WHAT NEEDS TO BE DONE. The answer must be one number: how many lines below contain the word "graph".

PROVIDED DATA.
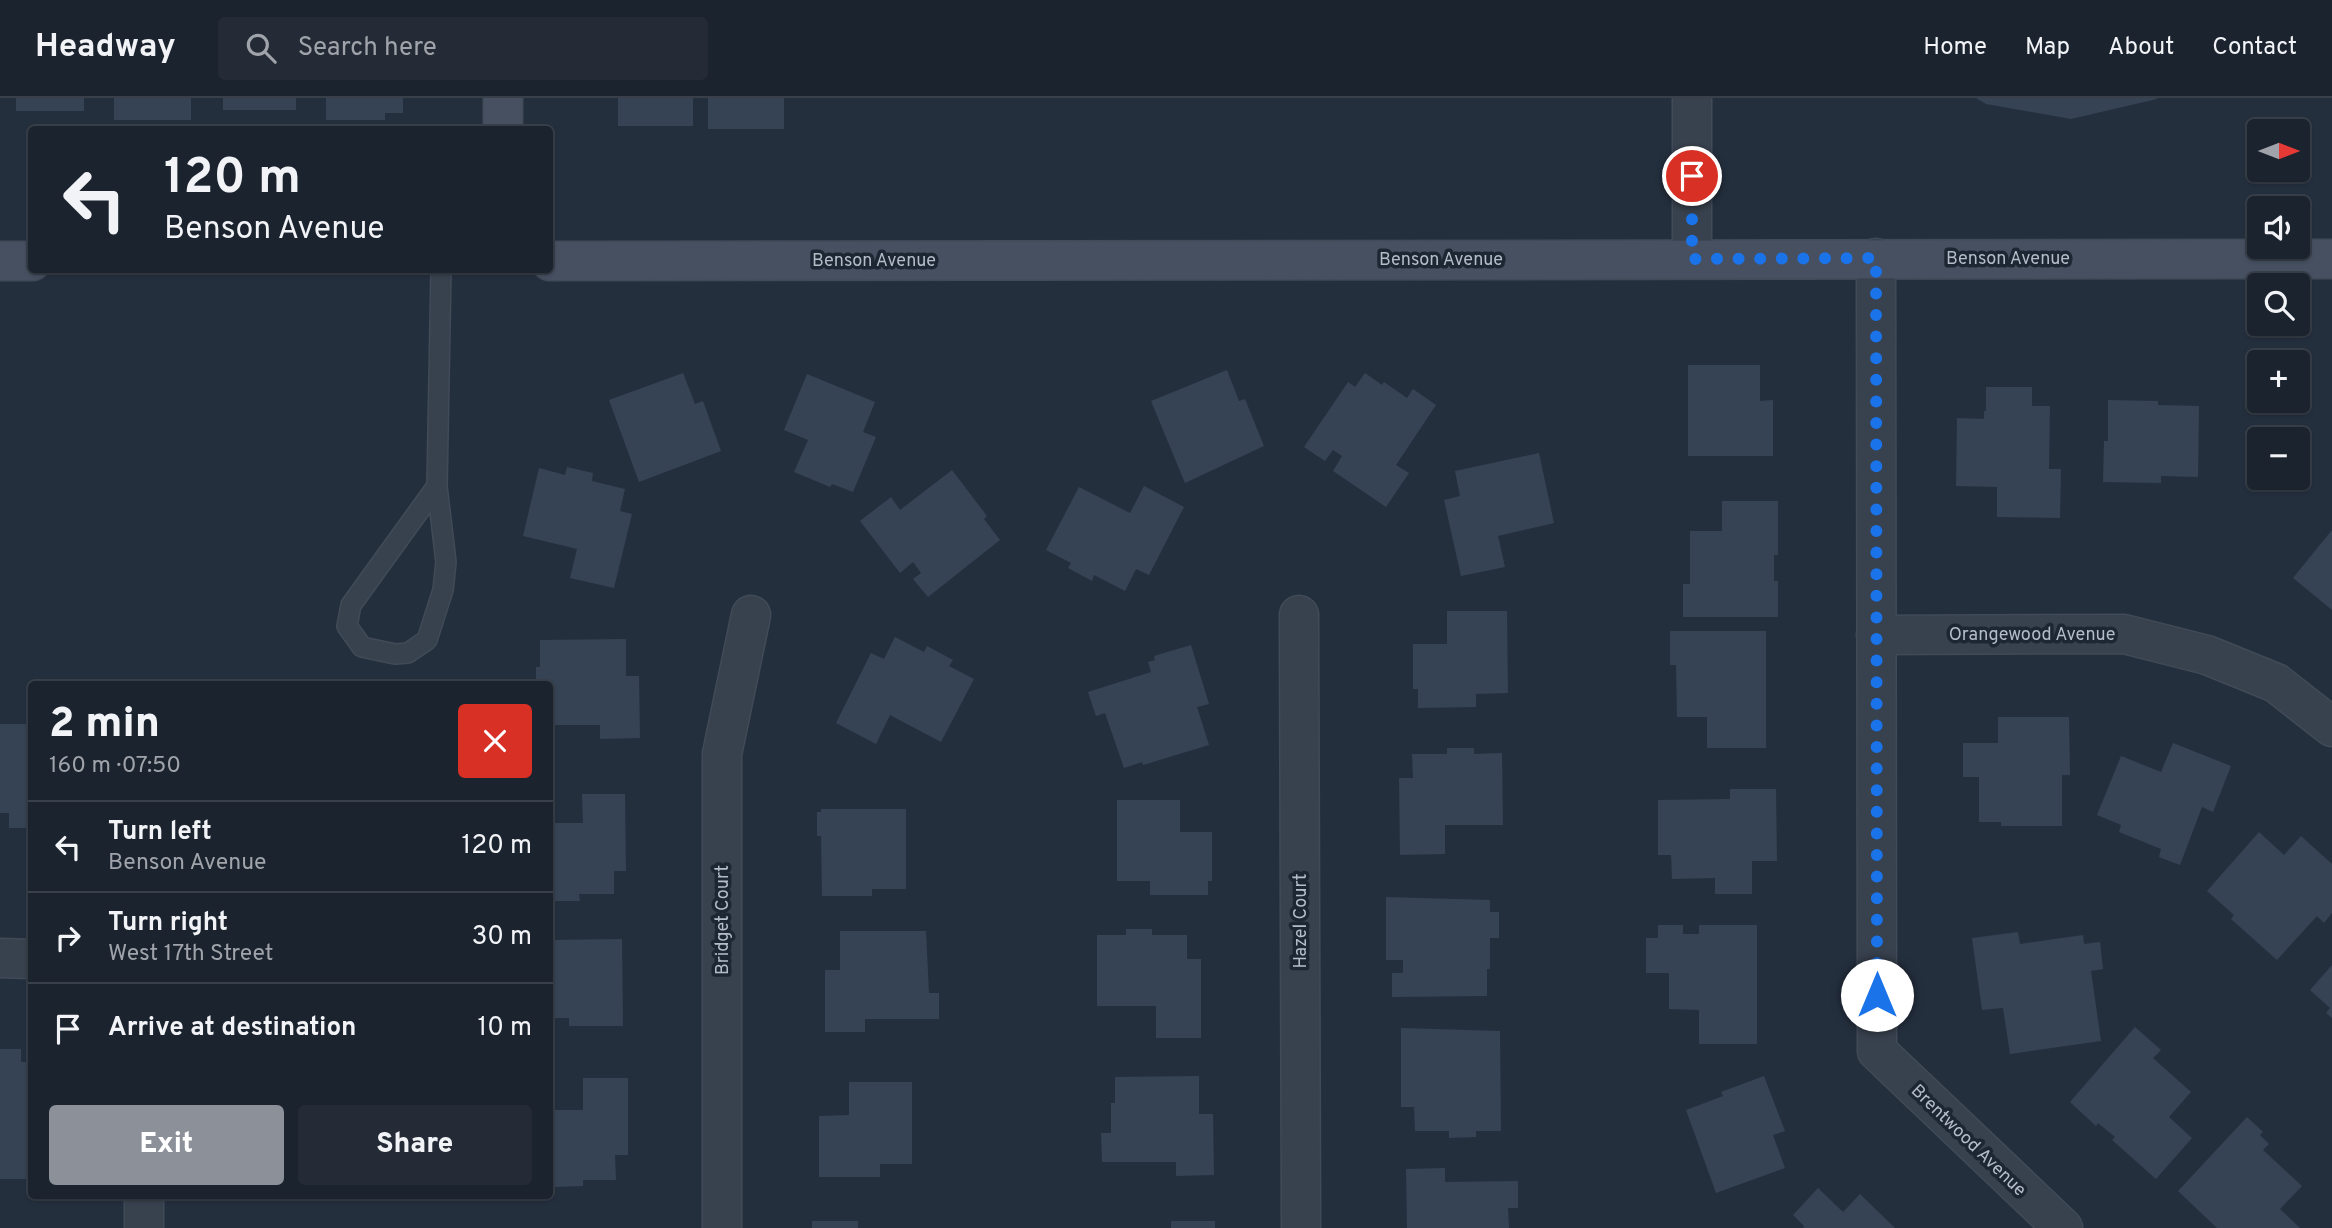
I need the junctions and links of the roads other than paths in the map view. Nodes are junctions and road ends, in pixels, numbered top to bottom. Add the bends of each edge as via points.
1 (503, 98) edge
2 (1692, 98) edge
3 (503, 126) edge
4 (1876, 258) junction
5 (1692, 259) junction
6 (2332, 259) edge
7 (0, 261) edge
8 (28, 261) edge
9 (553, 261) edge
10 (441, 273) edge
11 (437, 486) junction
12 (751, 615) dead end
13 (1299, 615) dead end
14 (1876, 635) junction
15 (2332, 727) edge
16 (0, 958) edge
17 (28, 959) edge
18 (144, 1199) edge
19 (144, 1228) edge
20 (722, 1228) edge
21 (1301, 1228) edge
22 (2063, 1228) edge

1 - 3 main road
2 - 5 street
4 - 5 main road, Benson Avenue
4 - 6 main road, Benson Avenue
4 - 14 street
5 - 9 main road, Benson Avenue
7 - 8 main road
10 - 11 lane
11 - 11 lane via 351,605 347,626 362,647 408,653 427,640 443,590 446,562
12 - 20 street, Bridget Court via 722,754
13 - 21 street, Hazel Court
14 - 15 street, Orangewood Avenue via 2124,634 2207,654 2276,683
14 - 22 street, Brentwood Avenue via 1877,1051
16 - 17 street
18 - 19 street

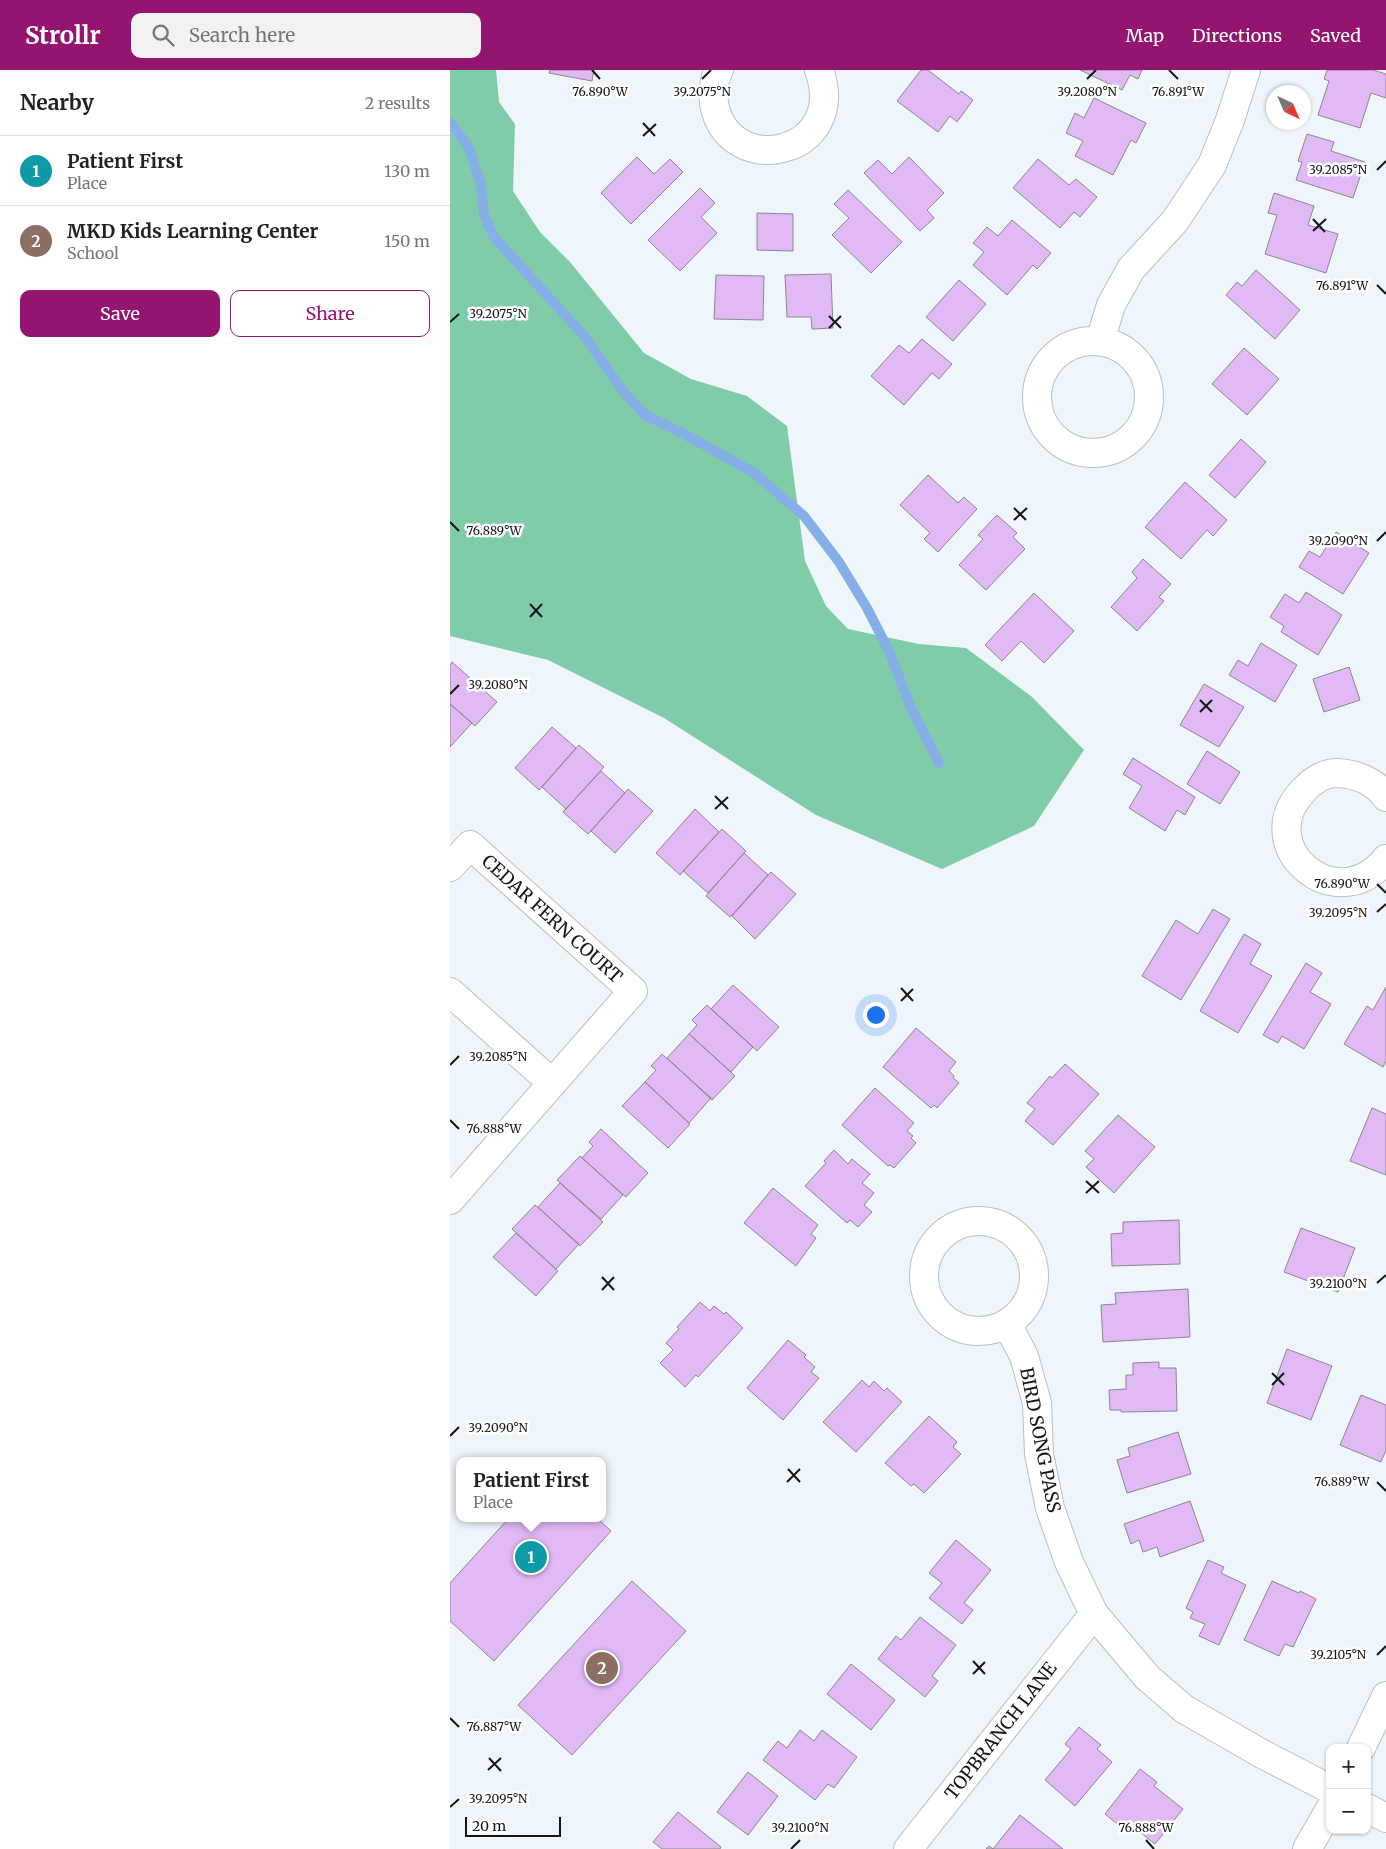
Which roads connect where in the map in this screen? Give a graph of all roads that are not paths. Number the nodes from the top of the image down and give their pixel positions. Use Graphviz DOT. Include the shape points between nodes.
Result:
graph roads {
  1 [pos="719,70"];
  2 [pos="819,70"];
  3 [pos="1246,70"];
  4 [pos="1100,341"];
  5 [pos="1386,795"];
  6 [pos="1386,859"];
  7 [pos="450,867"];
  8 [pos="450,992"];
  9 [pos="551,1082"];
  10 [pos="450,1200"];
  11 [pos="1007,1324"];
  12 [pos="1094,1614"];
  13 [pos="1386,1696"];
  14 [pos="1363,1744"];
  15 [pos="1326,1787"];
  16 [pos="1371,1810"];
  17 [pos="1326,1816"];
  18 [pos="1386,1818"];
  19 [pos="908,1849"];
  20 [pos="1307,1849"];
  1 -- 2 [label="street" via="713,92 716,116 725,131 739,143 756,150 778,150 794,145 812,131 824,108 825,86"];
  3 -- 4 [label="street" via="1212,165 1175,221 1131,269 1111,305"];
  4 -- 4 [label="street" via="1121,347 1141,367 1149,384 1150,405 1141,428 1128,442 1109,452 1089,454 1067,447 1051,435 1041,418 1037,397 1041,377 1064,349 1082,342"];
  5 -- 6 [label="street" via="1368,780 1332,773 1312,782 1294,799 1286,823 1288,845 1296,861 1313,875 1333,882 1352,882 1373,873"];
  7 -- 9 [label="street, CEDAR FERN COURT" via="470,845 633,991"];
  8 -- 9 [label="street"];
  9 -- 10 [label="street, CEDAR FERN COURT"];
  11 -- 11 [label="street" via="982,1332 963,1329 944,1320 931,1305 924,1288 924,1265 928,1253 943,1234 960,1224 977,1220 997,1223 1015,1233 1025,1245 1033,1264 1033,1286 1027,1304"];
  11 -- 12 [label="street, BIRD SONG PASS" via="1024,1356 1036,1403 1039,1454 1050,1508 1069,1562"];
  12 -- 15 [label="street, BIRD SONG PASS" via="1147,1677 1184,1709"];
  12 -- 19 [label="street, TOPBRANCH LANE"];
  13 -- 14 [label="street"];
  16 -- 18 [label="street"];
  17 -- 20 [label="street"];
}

ANSWER SPACE. 2